The team found an effective workaround. They coated the tubes with metal oxides that can donate or steal electrons, and used specific metal wires that can easily move those electrons. Silicon oxide and platinum gave p-type transistors while hafnium oxide and titanium gave n-type devices. “This allowed us to make very robust, repeatable, and reliable transistors,” Shulaker says.
The chip they made can run a simple program that generates the message “Hello, World” on a computer screen.
One key advantage of the process, Shulaker says, is that it uses low temperatures. Such conditions would make it easy to create carbon nanotube circuitry on top of a previous layer without damaging it.
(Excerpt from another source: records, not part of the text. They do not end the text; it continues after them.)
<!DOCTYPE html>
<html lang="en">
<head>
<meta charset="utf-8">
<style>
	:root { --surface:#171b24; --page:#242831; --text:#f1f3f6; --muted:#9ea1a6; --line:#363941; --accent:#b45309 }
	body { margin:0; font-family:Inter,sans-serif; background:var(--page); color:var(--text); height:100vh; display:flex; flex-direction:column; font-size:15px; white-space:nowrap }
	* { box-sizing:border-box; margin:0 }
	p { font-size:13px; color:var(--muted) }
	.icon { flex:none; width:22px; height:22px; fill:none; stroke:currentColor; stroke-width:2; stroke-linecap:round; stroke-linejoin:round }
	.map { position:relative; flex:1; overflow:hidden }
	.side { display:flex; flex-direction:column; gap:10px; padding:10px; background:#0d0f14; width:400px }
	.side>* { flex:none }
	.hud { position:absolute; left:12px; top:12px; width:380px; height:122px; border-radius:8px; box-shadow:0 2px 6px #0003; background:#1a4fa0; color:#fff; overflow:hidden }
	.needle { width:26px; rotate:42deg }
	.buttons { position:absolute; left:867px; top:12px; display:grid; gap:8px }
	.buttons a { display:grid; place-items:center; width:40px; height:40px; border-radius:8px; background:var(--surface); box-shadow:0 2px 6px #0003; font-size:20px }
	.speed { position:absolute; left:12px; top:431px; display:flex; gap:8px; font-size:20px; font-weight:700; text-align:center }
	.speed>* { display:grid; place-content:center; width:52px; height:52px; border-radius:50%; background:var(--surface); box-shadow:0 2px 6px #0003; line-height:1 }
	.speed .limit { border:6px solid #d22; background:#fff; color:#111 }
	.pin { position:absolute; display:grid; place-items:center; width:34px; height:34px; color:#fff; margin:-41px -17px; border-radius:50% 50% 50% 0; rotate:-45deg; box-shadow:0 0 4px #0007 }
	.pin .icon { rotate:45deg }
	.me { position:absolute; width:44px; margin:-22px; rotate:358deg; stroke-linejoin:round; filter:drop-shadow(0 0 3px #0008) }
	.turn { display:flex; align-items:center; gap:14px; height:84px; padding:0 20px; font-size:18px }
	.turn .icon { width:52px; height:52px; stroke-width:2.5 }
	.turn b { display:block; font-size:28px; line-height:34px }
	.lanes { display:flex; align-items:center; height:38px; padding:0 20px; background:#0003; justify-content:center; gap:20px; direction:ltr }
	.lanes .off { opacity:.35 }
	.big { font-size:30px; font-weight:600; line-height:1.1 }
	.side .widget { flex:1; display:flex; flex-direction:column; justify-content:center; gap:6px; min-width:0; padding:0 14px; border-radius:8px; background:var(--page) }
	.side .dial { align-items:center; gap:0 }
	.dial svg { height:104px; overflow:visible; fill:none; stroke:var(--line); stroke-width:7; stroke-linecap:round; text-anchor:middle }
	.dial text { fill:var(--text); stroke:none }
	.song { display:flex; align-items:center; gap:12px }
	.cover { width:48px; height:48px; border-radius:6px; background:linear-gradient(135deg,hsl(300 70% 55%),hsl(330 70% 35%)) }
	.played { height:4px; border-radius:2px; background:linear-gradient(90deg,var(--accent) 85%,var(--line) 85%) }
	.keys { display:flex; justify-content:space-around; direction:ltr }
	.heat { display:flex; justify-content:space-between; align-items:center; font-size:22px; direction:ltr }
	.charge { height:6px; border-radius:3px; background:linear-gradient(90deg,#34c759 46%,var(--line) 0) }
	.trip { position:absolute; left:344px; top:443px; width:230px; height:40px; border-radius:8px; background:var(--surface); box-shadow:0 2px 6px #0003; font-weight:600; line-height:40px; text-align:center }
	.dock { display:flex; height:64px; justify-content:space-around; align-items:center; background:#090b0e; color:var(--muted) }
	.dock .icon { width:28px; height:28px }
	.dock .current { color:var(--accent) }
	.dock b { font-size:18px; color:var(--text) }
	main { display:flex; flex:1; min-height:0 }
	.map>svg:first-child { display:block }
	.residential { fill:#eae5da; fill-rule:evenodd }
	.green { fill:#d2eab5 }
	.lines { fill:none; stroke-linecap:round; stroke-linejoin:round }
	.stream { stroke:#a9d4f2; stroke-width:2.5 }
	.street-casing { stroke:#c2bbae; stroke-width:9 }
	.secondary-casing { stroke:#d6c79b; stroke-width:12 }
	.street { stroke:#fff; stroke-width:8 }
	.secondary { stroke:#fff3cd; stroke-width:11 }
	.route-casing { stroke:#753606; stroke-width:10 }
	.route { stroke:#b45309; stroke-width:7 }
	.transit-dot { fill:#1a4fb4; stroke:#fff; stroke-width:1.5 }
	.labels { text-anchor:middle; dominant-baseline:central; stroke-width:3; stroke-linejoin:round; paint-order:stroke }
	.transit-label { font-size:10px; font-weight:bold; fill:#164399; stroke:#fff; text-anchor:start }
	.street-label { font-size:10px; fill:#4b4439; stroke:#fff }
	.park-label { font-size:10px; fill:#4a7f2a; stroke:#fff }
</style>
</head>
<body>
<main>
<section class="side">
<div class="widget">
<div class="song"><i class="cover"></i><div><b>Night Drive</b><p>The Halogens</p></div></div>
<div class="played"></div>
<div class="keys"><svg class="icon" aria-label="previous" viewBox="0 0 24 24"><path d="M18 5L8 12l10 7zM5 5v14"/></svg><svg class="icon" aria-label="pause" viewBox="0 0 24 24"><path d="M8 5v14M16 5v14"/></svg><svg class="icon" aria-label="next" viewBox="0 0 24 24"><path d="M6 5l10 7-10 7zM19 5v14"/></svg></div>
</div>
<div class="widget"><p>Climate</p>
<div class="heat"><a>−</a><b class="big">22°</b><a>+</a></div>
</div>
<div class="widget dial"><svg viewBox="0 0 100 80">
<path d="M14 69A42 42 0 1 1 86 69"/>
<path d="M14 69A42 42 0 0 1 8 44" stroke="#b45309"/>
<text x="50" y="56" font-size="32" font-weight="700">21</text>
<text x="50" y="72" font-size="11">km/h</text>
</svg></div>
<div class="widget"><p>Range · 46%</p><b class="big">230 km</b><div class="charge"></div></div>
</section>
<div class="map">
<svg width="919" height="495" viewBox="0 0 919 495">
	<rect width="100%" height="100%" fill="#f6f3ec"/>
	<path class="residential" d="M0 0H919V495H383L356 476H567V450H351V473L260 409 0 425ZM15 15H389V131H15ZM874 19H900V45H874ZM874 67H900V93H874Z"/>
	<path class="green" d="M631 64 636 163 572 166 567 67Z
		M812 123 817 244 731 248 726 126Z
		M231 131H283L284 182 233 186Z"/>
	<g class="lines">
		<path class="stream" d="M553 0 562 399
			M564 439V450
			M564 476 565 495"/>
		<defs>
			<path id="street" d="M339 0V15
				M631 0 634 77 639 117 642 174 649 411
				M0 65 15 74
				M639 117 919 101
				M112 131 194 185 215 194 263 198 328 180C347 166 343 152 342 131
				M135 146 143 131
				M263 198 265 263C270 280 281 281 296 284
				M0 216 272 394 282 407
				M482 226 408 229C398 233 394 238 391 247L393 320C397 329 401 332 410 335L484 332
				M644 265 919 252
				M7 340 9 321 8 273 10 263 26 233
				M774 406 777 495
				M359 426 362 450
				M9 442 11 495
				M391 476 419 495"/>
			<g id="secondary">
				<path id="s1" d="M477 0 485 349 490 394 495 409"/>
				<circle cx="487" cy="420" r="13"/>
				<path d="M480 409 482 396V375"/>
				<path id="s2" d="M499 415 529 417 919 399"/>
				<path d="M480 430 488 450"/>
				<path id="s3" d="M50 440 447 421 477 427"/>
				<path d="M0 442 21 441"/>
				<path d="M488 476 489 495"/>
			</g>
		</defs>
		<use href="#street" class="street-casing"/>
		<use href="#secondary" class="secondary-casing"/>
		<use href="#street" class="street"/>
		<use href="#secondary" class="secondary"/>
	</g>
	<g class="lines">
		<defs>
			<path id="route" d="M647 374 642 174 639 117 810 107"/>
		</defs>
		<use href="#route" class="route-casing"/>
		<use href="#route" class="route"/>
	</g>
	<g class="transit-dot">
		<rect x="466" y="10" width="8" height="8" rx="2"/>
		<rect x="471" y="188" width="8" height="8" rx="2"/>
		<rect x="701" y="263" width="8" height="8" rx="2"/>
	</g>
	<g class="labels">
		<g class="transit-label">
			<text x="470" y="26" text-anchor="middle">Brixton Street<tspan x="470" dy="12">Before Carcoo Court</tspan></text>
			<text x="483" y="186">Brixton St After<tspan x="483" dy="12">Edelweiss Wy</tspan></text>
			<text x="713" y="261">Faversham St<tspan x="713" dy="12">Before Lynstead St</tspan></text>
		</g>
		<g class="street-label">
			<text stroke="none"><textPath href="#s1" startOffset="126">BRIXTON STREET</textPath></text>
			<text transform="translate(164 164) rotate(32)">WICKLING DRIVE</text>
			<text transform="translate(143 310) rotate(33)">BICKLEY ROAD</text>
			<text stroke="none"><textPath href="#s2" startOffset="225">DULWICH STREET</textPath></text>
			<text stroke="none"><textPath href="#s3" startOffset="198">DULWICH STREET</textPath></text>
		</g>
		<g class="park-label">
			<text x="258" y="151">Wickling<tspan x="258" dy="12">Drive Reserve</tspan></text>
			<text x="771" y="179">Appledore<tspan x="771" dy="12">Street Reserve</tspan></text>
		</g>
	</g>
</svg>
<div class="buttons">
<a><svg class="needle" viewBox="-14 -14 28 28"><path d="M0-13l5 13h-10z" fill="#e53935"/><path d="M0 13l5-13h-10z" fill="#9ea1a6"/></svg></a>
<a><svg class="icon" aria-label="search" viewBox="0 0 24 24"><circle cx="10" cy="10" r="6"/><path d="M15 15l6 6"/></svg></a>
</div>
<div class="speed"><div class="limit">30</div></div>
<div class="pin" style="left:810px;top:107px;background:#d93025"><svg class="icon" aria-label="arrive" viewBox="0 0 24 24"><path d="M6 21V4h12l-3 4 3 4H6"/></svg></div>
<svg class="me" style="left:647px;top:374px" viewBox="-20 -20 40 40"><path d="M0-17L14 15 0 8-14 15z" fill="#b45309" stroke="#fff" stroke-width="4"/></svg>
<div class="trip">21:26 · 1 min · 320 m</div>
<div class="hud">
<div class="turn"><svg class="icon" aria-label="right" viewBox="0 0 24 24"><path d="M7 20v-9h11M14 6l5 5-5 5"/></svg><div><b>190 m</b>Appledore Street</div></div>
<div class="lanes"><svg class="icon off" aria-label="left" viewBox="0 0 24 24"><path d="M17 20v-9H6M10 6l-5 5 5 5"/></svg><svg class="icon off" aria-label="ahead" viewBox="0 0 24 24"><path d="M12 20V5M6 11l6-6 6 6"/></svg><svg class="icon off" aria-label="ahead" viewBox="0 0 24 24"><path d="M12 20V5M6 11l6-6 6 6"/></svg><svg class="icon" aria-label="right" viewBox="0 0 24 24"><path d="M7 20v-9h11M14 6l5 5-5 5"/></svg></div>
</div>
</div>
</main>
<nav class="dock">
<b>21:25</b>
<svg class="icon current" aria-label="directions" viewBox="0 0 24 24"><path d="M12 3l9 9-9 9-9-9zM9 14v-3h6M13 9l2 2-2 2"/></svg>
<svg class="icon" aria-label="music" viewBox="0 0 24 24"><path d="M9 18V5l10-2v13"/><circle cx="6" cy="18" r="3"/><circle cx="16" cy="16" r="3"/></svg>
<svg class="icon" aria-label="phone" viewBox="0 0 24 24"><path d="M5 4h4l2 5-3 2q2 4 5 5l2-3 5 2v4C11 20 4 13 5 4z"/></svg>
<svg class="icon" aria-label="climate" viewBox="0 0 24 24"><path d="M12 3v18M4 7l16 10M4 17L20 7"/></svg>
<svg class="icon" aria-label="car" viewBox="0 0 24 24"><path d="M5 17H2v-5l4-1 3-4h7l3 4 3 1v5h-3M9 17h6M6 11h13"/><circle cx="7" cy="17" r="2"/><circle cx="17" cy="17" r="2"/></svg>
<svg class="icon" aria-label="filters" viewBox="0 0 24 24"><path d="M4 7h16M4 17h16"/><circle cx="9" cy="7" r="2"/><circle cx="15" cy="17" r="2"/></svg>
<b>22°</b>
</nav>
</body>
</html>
“At this point the question of whether you can build chips with carbon nanotubes has been answered,” Shulaker says. “We know it can be done.” Now researchers need to improve performance. “The goal would be in another couple years to show not just working systems but outperform what a regular silicon chip can do.”
For larger, more complex circuits, researchers still need to find a better solution to purifying carbon nanotubes and precisely placing them on wafers, says Aaron Franklin, an electrical and computer engineer at Duke University. Every batch of nanotubes contains some metallic ones through which current cannot be switched off. Transistors need materials that can turn their conductivity on and off. Right now, Shulaker and his colleagues circumvent this issue with clever circuit design, by connecting transistors together in a way that overcomes the signal noise from these metallic impurities. “Much work remains at the material and device level,” Franklin says. Nevertheless, he says, this is an “important and impressive milestone towards carbon nanotube transistor technology.”